• [INPUT]
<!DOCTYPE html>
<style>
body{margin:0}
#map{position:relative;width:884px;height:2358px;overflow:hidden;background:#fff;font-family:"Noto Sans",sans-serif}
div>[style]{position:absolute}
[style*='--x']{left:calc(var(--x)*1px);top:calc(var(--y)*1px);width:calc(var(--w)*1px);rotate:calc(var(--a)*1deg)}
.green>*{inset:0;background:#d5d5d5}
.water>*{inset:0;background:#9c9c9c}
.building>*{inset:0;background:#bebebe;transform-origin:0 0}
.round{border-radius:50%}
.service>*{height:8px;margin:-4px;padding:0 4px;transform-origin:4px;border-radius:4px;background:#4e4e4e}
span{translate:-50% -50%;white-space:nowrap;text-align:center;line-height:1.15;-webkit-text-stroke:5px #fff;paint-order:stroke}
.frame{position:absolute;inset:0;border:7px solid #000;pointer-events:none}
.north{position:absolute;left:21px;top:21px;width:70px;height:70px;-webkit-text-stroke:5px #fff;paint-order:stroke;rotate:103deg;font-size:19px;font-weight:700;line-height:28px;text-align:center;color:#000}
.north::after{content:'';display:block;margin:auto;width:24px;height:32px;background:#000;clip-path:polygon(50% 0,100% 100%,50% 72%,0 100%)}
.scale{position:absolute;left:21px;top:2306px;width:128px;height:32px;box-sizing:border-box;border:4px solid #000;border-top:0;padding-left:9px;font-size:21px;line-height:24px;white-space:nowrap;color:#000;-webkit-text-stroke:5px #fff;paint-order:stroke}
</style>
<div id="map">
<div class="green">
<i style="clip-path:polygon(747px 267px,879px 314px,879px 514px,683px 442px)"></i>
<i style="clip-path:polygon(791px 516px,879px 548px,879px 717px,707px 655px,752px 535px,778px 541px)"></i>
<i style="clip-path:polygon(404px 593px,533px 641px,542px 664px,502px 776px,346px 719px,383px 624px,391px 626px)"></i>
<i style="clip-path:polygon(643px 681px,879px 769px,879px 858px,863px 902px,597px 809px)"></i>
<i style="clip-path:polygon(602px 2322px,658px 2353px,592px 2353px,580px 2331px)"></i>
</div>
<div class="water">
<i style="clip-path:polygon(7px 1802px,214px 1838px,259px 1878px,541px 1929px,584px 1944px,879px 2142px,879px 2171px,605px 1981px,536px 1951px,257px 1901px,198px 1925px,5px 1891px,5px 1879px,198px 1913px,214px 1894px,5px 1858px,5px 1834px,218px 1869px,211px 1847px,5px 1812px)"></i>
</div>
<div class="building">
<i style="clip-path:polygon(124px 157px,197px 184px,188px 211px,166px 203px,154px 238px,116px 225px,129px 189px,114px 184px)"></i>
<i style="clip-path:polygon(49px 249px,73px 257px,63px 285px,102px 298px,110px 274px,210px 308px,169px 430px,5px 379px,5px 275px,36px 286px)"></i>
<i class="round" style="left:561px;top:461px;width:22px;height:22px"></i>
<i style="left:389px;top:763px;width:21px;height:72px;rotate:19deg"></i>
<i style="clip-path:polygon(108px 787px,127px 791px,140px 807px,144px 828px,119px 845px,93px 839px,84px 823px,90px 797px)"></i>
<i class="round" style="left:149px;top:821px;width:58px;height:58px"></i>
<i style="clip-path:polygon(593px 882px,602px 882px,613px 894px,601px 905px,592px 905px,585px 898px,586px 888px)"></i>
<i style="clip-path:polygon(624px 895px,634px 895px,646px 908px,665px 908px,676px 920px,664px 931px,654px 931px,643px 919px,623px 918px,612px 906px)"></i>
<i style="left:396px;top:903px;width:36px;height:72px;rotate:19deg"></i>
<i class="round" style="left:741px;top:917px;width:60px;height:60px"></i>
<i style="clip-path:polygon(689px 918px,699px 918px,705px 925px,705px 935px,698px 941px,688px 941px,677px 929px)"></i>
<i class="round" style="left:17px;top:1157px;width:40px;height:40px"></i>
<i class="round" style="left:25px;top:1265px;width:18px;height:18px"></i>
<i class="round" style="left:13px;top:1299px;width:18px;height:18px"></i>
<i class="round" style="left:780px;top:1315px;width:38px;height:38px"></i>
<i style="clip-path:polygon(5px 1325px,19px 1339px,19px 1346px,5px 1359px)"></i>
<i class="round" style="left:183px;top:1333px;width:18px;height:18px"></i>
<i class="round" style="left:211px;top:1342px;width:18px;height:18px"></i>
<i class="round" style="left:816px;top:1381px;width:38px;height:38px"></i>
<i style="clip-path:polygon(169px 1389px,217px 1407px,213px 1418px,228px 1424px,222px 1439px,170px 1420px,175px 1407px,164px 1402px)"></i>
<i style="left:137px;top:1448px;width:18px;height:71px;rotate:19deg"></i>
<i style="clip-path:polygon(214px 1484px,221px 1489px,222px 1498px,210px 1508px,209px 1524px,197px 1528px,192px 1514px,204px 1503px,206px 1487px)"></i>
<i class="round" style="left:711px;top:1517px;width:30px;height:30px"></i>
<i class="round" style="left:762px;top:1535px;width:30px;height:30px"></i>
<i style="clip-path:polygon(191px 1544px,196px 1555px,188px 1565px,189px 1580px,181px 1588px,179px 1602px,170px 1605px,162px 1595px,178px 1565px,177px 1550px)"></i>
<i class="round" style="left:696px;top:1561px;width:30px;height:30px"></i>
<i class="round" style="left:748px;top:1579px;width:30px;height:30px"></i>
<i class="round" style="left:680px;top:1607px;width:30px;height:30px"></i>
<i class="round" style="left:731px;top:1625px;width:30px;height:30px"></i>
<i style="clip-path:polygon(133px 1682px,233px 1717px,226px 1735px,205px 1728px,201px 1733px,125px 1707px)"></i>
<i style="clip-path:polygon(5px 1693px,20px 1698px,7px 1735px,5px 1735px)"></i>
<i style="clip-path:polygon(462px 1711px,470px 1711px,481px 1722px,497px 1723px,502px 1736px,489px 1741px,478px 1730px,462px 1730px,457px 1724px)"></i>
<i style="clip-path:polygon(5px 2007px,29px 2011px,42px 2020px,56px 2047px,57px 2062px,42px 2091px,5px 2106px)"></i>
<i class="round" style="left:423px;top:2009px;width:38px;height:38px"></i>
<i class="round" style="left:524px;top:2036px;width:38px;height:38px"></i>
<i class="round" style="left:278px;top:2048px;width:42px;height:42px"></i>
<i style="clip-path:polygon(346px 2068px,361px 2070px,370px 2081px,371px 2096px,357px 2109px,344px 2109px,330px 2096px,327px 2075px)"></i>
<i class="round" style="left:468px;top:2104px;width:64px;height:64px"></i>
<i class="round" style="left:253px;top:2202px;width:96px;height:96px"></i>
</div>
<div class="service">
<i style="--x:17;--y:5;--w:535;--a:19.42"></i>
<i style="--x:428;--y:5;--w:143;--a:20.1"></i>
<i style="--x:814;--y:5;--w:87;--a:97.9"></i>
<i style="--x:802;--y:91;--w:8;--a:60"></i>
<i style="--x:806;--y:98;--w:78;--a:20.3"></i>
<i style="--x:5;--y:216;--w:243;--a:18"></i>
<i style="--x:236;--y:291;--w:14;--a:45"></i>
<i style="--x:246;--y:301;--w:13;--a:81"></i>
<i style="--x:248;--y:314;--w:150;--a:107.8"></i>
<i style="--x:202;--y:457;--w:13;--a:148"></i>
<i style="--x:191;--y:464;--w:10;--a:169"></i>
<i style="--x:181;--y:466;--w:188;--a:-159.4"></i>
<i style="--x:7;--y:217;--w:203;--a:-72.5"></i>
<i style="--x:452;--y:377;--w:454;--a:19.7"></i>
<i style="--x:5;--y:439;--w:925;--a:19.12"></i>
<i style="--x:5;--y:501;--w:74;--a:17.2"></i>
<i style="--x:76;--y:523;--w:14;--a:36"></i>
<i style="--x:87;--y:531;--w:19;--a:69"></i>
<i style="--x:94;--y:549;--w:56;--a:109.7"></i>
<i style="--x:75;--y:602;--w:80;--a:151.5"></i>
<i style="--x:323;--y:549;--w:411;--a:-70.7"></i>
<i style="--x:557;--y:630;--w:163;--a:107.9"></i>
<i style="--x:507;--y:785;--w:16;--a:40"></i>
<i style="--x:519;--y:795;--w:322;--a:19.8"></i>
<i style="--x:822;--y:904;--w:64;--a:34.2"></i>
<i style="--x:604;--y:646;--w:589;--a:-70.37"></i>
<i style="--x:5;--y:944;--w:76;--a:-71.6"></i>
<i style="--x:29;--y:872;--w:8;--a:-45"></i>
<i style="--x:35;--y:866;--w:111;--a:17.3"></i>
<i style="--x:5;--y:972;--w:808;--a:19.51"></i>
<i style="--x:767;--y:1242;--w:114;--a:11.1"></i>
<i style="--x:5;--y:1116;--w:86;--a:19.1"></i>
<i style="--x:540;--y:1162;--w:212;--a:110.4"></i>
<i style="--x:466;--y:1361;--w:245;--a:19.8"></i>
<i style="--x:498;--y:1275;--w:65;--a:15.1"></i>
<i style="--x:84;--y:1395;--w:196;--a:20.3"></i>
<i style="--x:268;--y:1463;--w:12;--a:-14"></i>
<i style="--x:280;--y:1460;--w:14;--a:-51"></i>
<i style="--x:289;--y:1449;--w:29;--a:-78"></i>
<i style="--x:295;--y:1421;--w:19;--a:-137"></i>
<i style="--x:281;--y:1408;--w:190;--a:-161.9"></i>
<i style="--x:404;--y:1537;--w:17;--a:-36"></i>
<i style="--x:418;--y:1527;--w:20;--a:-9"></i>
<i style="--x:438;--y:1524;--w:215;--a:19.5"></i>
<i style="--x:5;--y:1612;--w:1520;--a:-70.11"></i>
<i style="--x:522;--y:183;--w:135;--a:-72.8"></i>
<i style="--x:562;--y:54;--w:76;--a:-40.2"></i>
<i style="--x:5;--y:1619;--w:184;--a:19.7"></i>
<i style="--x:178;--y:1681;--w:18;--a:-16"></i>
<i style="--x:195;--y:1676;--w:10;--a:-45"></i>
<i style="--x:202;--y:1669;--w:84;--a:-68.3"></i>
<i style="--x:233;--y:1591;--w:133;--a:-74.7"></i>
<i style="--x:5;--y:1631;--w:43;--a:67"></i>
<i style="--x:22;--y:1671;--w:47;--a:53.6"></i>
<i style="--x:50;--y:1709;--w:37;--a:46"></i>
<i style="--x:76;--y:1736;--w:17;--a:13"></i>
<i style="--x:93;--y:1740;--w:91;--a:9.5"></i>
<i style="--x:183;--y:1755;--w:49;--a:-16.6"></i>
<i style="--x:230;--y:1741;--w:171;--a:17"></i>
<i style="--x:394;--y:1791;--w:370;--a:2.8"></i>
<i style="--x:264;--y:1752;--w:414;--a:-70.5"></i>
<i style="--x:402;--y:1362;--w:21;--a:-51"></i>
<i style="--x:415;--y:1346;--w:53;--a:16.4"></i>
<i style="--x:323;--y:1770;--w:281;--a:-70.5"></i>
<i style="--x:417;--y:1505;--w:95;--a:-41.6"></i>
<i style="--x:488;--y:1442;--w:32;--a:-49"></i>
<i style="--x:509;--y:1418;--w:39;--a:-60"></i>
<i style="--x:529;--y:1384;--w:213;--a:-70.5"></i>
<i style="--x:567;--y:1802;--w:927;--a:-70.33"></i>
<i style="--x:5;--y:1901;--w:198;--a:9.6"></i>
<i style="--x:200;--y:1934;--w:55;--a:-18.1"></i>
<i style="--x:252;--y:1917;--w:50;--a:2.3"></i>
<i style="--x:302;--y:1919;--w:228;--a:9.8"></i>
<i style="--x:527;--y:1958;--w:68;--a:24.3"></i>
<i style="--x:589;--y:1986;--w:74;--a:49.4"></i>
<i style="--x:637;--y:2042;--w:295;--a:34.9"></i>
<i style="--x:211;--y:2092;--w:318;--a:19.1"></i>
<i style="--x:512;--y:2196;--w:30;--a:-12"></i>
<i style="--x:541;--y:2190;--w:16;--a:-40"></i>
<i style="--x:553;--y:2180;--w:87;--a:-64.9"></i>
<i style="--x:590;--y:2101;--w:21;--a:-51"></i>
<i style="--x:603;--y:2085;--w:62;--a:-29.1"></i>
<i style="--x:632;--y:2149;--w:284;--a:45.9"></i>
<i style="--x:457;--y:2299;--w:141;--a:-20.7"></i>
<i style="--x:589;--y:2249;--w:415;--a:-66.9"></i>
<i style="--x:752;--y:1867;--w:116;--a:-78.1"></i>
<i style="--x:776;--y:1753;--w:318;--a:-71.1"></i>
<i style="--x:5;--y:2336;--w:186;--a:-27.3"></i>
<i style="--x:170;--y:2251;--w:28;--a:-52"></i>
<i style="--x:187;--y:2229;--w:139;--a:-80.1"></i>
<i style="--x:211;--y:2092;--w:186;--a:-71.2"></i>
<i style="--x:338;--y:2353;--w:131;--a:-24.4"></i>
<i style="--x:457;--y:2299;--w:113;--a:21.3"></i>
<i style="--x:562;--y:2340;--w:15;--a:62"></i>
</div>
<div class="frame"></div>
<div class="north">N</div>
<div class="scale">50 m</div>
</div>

• [WORK TO BE COMPLETED] From the records above, count the lines in which the string "building" is found, and answer with the number alone.

• [RESULT OF THIS EXERCISE] 2